В окне показалась бородатая голова в шапке; два тусклых глаза безучастно взглянули на Брагина и остановились. Не выпуская изо рта дымившейся трубки с медной цепочкой, голова безмолвно показала глазами направо, где стояла совсем вросшая в землю избенка, точно старый гриб, на который наступили ногой.
– Ну народец!.. – проворчал Гордей Евстратыч, слезая с лошади у Маркушкиной избы.
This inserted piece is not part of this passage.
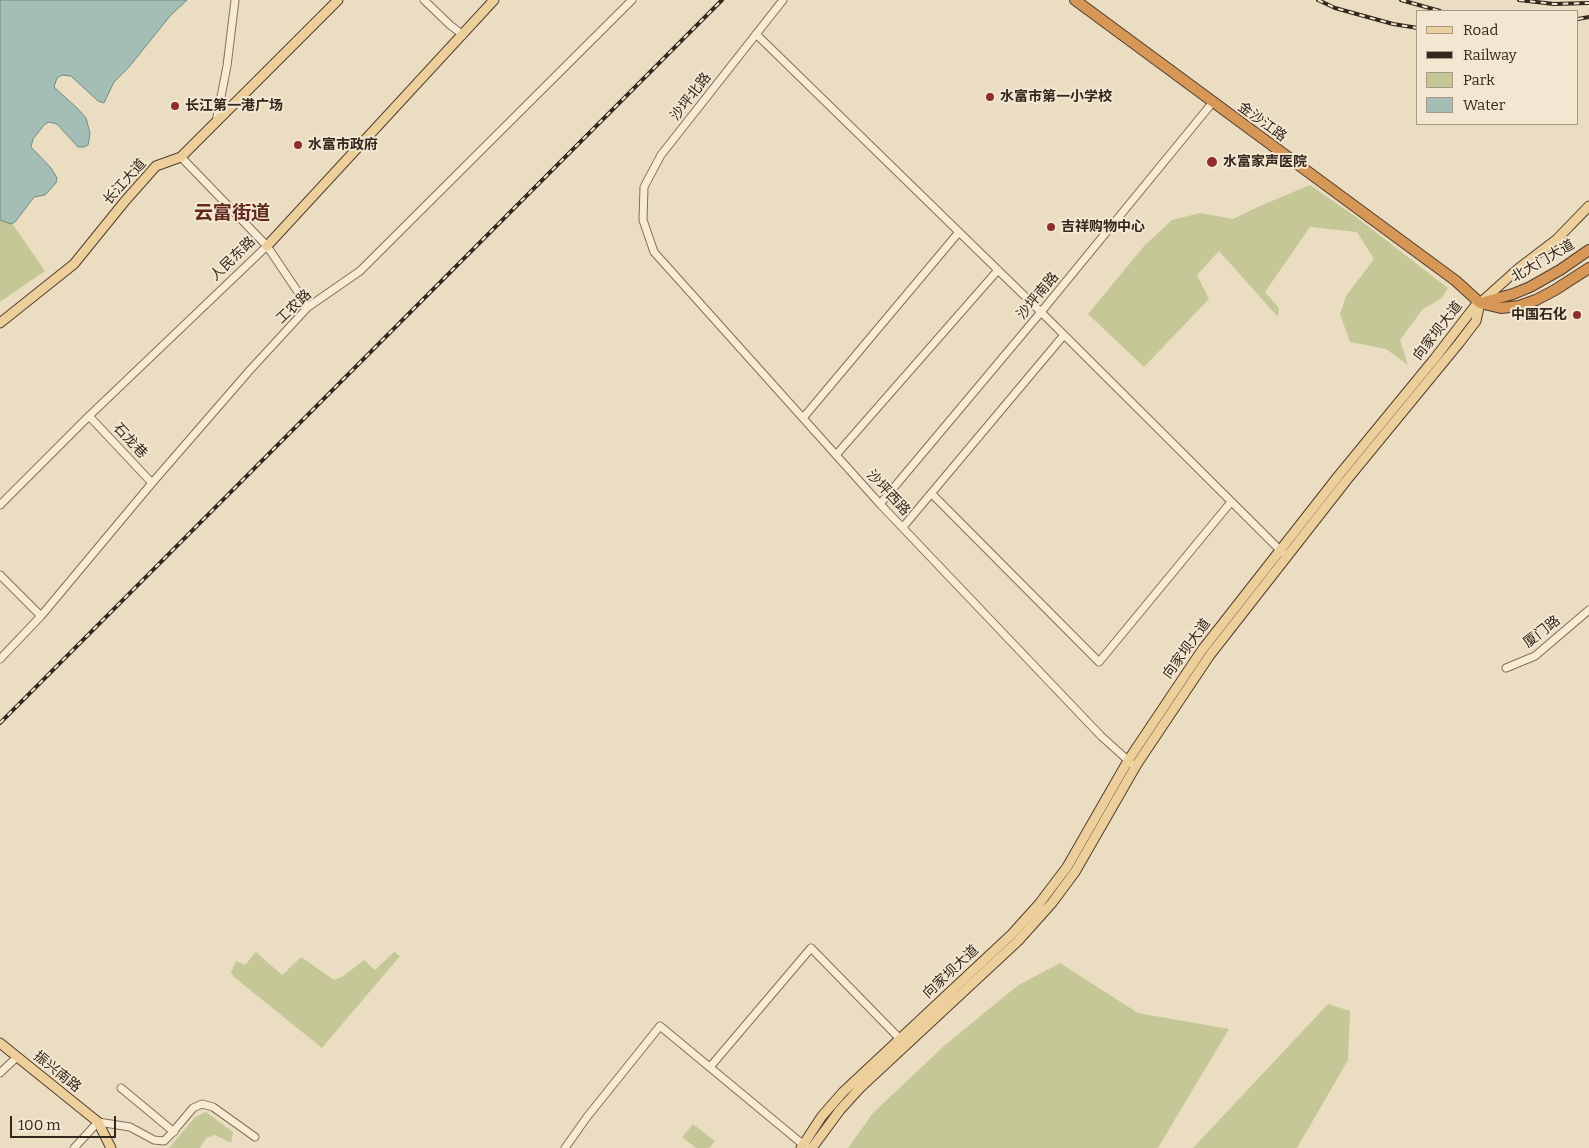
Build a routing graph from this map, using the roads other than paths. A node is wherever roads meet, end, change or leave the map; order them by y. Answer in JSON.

Архитектурной особенностью полдневских изб было то, что они совсем обходились без ворот, дворов и надворных построек. Ход в избу шел прямо с улицы. Только в виде роскоши кое-где лепились сколоченные на живую нитку крылечки. Где держали полдневцы лошадей – составляло загадку, как и то, чем они кормили этих лошадей и чем они топили свои избы. Гордей Евстратыч окинул строгим хозяйским взглядом всю деревню и нигде не нашел ничего похожего на конюшни или поленницу дров. У некоторых изб валялось по бревну, от которых бабы по утрам отгрызали на подтопку дров, – вот и все. «Ну народец! – еще раз подумал Брагин. – В лесу живут, и ни одного полена не отрубят мужики…»
– Господи Исусе Христе… – помолитвовался Гордей Евстратыч, отворяя низкую дверь, которая вела куда-то в яму.
– Аминь… – отдал из комнаты чей-то хриплый голос. – Это ты, Гордей Евстратыч?
– Я, Маркушко…
Послышалось тяжелое хрипенье, затем удушливый кашель. Гордей Евстратыч кое-как огляделся кругом: было темно, как в трубе, потому что изба у Маркушки была черная, то есть без трубы, с одной каменкой вместо печи. Вернее такую избу назвать балаганом, какие иногда ставятся охотниками в глухих лесных местах на всякий случай. На каменке тлело суковатое полено, наполнявшее избу удушливым едким дымом. Сам хозяин лежал у стены, на деревянных подмостках, прикрытый сверху лоскутами овчин, когда-то составлявших тулуп или полушубок. На гостя из-под кучи этой рвани глядело восковое отекшее лицо с мутным остановившимся взглядом, в котором едва теплилась последняя искра сознания. Мочального цвета бороденка, рыжие щетинистые усы и прилипшие к широкому лбу русые волосы дополняли портрет старателя Маркушки.
– Ну что, плохо тебе? – спрашивал Брагин, напрасно отыскивая глазами что-нибудь, на что можно было бы сесть. Куча тряпья зашевелилась, раздался тот же кашель.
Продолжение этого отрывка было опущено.